Issues All but the last issue are resolved:
I am not yet sure of the cause of all of these issues, but I thought I would list things here.
  • fatv images do not seem to be recognized and I am unable to browse the file system at all.
  • I am unable to get an initial correct hash of the image without running the browser as root
  • After the initial hash is taken, verification yields an incorrect hash (see pic below) and I suspect it is hashing the symbolic link and not the image itself. The top md5sum hash is correct, the second verification one is not.
  • If you have SELinux working, you will have to use workarounds to let this program work (which is an SELinux thing, not a PTK thing exactly)
  • When you search for images, you are initially directed to the /var/log/www/ptk/images folder, which is fine. If you add a disk image there, you do not see it. You have to go back 2 directories and then forward again before the disk image appears




Edit: PTK Works

As I wrote previously, I managed to get PTK installed on Fedora 8. I had a few issues with seeing the images at the end, however.
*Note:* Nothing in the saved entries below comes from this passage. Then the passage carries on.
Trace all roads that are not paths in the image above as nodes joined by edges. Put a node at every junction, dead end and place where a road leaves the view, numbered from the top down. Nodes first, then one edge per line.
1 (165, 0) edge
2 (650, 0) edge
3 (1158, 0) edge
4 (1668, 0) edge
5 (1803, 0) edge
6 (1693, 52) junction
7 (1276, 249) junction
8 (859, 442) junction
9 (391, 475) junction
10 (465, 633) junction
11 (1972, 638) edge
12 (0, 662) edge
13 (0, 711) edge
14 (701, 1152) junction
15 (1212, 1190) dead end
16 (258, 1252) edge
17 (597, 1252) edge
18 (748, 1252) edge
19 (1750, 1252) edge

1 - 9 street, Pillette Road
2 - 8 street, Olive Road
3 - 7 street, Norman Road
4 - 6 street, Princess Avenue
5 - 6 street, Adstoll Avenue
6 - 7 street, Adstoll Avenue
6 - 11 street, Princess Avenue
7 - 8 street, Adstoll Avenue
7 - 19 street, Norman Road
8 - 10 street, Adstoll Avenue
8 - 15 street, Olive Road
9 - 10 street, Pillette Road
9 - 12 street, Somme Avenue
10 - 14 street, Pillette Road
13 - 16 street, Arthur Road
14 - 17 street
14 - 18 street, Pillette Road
It was a permissions problem. I can't believe I missed that. But it works and it seems fun. So if you are installing PTK on Fedora, follow the earlier instructions and use the patch I made and then check the permissions of the ptk folder to make sure that it is owned by apache (or whatever user you have as your webserver). If it isn't then do a recursive chown:


# chown -R apache.apache /var/www/html/ptk









I have only a couple of complaints: The folders are kind of hard to see on the left hand side, but there may be some way to remedy that. Also, I'm still having the problem of having to go back two folders and then forwards when importing an image, but I guess it's not that bad... Still, PTK has some nice options, like the gallery view, and the interface is nice. So far I like it :-)

Wednesday, July 02, 2008

MDD

I'm finally writing about trying MDD on XP SP 3:



And Vista:





It works nicely and in the case of dumping XP memory, you can do analysis with Volatility afterwards. (Note: Make sure you are running the cmd as Admin.) Another nice feature is that it gives you an md5 hash of the memory image after it finishes dumping.
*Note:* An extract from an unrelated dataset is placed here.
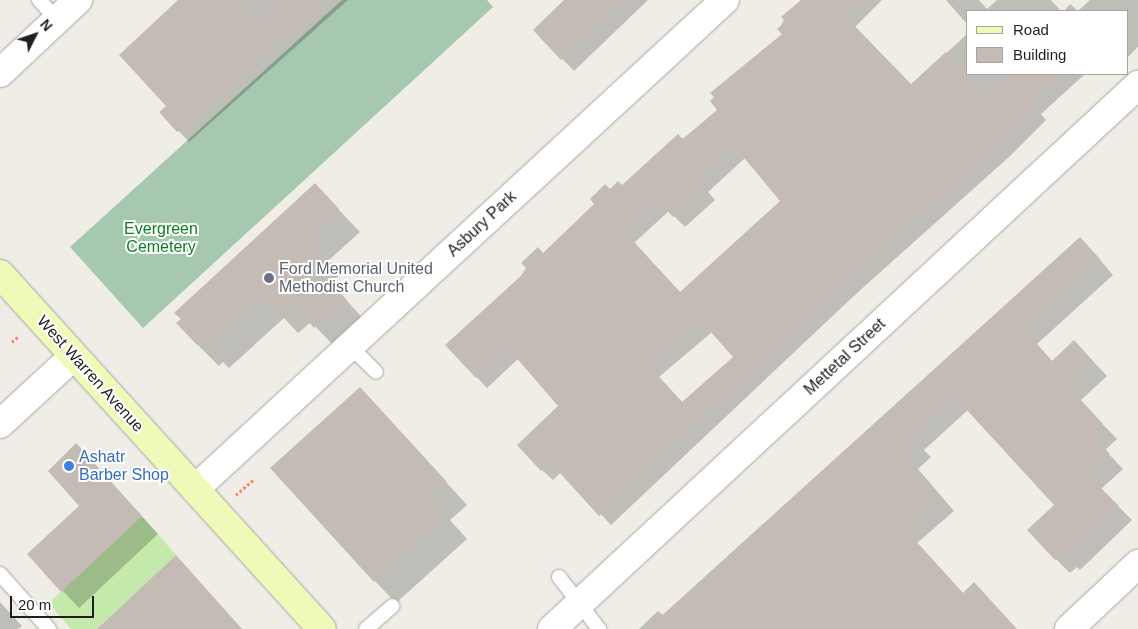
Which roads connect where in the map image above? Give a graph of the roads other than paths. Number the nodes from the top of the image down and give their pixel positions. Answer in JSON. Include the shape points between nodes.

I also tried win32dd on Vista. It worked fine as well. (I forgot to take a screen shot but will get one soon). I was surprised at first because it seemed to work much faster than MDD, since it gave me the all clear and appeared to have finished. I then checked the size of the dump and it was too small, so at first I thought it had failed. Later I checked the dump and it was 2 GB as needed, so it did work, but must have finished dumping in the background.

Microsoft Office Binary File Format Documents

Microsoft Office Binary File Format Documents were recently released. Should be useful to someone.